You mentioned the Sondheim moment with Jennifer in episode five, what was filming that like?
Well, I’m a terrible singer. I also happen to love singing. But nobody in their right mind wants to hear me sing unless they’re going to pay me to sing. So when I get an opportunity to do a song, it’s just straight-up going to the gym all the time. I worked with my singing coach from graduate school, Deb Lapidus. I worked with a singing coach in Los Angeles who had worked with Reese before. And so essentially, you drill it in a very technical way. And then once you’ve recorded it, they do all the things that they can do now technically to make it sound as though you’re not terrible. And so they employed all of those. So then when we actually got to the shooting of it, it was recorded already. And then Jen and I could just stay in the scene. Which is really about Cory recognizing the expression of power that Jen is now exhibiting in her role as the host and producer of The Morning Show.
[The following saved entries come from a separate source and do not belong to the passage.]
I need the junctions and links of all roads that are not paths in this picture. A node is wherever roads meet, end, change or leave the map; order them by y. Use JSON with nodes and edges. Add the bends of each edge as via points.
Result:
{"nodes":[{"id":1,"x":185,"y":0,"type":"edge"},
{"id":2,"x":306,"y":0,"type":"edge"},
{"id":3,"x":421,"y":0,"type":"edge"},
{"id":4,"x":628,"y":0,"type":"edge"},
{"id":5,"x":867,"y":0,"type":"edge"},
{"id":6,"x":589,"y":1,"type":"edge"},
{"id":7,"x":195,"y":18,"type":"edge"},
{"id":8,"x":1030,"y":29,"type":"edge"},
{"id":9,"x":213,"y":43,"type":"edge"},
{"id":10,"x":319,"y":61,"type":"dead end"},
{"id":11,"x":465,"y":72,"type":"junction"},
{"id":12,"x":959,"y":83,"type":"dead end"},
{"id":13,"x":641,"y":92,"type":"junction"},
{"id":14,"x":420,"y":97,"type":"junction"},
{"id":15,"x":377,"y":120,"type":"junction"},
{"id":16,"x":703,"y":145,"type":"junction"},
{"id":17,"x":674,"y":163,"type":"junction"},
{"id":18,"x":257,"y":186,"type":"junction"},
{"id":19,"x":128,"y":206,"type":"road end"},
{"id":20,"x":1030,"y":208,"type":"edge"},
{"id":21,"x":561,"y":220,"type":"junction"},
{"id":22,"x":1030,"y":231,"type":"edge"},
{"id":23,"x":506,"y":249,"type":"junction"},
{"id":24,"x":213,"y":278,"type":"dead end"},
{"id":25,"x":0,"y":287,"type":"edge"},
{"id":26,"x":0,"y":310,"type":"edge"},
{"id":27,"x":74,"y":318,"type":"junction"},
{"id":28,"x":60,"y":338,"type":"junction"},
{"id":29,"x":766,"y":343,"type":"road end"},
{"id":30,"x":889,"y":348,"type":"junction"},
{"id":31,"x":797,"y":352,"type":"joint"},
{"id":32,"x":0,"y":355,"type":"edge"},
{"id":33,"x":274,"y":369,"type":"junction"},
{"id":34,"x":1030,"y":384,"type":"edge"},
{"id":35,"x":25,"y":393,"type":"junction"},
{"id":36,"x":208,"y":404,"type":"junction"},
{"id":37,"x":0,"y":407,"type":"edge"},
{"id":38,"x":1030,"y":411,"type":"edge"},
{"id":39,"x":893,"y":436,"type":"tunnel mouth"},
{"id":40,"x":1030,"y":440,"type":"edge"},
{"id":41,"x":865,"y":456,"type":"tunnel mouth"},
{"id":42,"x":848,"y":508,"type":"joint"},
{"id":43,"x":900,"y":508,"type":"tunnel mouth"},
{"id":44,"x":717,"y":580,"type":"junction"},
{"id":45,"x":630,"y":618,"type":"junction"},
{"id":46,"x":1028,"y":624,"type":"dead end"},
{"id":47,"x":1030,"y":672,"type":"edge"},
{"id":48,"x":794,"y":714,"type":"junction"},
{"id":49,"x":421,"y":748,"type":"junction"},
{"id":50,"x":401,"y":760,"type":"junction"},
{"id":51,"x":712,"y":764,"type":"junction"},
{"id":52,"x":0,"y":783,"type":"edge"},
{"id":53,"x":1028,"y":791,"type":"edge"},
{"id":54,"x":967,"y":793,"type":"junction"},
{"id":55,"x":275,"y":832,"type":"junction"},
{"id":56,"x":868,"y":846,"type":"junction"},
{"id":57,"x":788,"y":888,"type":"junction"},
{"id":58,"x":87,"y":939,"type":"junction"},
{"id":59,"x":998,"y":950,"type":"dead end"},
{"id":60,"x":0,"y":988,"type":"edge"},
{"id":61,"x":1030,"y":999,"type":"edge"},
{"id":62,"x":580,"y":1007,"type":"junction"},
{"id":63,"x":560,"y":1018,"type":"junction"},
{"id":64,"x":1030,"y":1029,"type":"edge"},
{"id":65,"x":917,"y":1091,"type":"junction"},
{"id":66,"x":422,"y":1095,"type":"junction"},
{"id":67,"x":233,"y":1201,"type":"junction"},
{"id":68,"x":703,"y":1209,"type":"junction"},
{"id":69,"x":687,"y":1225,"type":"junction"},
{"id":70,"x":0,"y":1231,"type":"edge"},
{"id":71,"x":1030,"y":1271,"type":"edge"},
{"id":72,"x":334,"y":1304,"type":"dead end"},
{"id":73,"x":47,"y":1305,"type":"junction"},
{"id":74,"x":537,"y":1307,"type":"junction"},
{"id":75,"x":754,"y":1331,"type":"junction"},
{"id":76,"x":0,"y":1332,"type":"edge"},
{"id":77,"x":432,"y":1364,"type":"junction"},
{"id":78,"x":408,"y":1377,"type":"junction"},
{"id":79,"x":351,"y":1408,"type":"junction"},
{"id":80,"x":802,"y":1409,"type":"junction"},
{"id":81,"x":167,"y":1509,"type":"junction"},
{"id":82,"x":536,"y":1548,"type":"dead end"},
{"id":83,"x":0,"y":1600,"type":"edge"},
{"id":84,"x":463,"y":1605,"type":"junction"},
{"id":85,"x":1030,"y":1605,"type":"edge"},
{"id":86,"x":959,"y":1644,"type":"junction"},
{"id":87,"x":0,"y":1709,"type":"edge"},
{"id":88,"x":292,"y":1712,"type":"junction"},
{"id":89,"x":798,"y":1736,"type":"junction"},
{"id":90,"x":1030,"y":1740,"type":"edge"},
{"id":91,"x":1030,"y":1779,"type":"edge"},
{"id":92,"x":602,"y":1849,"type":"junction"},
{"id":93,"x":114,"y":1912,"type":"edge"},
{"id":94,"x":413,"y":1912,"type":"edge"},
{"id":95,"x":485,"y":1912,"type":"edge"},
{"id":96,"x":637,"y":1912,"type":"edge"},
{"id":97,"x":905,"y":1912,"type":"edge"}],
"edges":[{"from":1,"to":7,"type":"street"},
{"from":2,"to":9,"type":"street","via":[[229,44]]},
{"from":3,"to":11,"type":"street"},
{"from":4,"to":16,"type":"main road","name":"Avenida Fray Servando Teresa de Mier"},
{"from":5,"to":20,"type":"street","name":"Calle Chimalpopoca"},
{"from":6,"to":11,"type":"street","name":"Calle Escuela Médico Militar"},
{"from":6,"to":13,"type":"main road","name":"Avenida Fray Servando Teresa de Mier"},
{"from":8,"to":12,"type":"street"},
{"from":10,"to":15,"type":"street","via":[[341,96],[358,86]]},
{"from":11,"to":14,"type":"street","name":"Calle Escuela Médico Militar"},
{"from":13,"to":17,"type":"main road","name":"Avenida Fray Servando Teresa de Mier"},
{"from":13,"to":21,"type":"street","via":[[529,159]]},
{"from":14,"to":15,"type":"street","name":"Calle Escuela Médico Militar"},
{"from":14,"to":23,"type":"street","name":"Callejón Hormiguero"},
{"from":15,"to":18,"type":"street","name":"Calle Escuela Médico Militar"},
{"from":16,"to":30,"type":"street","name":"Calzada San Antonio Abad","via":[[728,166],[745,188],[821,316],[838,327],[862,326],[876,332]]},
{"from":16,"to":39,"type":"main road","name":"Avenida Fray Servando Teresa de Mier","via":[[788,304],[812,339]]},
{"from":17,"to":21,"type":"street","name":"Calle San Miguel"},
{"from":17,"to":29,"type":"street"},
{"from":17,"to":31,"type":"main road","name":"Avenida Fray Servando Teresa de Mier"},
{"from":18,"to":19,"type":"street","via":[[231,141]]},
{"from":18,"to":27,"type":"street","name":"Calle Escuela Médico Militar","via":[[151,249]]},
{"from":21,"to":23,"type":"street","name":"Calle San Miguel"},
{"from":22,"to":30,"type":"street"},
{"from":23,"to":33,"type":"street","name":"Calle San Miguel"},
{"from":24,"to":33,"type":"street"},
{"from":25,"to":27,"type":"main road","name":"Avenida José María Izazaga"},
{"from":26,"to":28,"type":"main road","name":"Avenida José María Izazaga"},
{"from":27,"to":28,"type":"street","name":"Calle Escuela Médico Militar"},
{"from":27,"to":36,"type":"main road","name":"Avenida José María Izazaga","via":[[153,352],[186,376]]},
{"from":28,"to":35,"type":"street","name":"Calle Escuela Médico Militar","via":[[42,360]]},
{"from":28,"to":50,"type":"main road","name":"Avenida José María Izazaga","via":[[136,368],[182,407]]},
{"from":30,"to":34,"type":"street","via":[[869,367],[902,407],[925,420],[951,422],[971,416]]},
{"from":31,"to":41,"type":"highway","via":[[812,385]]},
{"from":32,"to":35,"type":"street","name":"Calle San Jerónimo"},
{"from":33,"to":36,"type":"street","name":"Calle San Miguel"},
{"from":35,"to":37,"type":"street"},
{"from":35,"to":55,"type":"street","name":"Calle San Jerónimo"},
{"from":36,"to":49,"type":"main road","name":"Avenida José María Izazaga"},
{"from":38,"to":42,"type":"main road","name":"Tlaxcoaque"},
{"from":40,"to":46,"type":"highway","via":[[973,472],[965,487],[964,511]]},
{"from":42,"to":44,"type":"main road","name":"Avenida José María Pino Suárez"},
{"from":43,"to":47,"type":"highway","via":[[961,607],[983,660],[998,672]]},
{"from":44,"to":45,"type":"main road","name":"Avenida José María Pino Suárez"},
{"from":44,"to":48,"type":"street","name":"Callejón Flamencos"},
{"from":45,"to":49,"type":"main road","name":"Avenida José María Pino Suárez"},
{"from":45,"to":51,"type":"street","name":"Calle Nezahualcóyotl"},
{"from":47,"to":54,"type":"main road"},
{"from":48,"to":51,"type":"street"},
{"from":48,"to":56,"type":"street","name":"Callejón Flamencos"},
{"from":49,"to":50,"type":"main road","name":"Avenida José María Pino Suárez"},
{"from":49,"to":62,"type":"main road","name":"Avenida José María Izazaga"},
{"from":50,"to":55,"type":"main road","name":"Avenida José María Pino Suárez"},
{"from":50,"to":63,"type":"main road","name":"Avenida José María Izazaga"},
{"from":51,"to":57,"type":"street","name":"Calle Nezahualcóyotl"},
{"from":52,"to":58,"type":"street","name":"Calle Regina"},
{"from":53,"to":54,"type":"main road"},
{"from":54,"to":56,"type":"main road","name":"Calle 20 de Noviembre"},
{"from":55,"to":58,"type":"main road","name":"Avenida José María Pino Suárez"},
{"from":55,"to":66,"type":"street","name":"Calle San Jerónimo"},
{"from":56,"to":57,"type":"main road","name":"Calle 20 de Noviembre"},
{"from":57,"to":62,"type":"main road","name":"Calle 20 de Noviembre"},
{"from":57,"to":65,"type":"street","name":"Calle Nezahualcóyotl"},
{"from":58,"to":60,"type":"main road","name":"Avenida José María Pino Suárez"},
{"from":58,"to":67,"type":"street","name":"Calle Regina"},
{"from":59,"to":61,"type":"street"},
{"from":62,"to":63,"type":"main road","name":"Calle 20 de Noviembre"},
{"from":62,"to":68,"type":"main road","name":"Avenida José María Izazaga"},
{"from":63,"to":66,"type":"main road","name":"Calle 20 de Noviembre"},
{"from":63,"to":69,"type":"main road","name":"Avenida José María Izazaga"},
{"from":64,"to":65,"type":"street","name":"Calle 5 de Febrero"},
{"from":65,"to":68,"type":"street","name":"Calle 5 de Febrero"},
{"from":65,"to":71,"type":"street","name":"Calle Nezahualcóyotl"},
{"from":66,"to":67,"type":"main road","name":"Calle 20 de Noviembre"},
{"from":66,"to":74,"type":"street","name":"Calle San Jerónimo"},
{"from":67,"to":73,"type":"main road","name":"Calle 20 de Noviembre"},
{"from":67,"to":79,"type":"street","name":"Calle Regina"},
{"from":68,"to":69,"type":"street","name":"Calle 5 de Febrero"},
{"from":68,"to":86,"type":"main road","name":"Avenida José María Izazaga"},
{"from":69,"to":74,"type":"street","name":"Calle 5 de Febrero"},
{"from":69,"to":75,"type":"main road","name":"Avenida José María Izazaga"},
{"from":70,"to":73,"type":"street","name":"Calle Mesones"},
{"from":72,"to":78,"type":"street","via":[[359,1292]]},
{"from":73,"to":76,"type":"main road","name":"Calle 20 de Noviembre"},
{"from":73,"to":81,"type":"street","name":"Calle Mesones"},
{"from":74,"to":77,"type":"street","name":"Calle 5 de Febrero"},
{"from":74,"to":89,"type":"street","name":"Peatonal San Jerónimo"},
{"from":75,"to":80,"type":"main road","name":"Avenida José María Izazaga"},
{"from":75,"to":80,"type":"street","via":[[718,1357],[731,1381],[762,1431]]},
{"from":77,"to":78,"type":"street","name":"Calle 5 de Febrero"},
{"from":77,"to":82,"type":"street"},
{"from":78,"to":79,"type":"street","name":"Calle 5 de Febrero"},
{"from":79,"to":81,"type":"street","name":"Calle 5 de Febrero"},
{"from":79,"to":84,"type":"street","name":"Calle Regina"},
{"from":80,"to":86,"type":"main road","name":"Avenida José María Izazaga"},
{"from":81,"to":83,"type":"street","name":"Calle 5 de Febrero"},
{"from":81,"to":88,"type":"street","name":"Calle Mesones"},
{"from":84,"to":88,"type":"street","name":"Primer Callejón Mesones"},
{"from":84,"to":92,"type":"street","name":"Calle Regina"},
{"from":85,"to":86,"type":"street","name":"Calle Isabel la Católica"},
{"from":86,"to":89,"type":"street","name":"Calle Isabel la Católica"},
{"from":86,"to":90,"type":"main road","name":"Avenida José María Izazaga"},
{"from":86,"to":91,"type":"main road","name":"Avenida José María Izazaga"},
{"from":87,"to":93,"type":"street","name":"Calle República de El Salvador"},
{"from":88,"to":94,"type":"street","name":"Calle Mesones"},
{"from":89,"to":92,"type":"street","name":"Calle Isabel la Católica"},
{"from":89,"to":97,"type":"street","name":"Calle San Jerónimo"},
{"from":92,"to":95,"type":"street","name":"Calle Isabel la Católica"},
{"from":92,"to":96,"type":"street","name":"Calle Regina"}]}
She was somebody that he marginalized before because he had a sense that she just wasn’t trying anymore, that she had arrived in the middle of her life as a successful anchorwoman, and then stopped trying. And, as from his point of view as the president of the network, you don’t get to stop trying. So if you stop trying, then you are on the enemy side. You have to always exhibit some level of ambition, particularly if you’re in a position of power. So then when he sees her make that change with Bradley and take over that ignites a newfound interest and curiosity in her.
And there’s a Cory way of celebrating it by singing a song that makes her feel both probably uncomfortable, thrilled, and, I don’t know, any of the other things, curious, I suppose, that his motivations that anybody in her position might be thinking. But to get to do that, having the safety net of having recorded it, was a really thrilling experience for me.
I don’t know if I’m reading too far into it, but to me, that moment was very charged, there’s a lot of chemistry between you and Jen’s character in that moment, and you have consistent chemistry with Reese’s Bradley Jackson. So I was surprised to get to the end of the season and see that it doesn’t go where one might think with either anchor.
It certainly leaves open the potential for a number of different things to explore in Season 2, that’s for sure. Essentially it’s important to note that the writers are trying to juggle so many different themes and storylines and ideas, that there’s just not the room…I would imagine that the first season takes place over the course of a month, or three weeks, or something like that. In terms of real time. So there’s only so much that you can really explore, especially in something that’s a catastrophe movie like this. This is people basically cleaning up after the hurricane and trying to figure out how the power grid is going to get up and working again, and whether or not the water is fresh.
All of those demands that the writers have in trying to juggle all the different, and disparate, points of view, I think it certainly leaves open the potential that they have things to explore next season.
What was your favorite monologue to perform throughout the season? I think the baseball analogy with the pilot in episode six is mine.
I’m so happy you liked that one.
The executive actually, she says, “are we still talking about the same thing here?” which is a hilariously meta acknowledgment of how WTF Cory can get.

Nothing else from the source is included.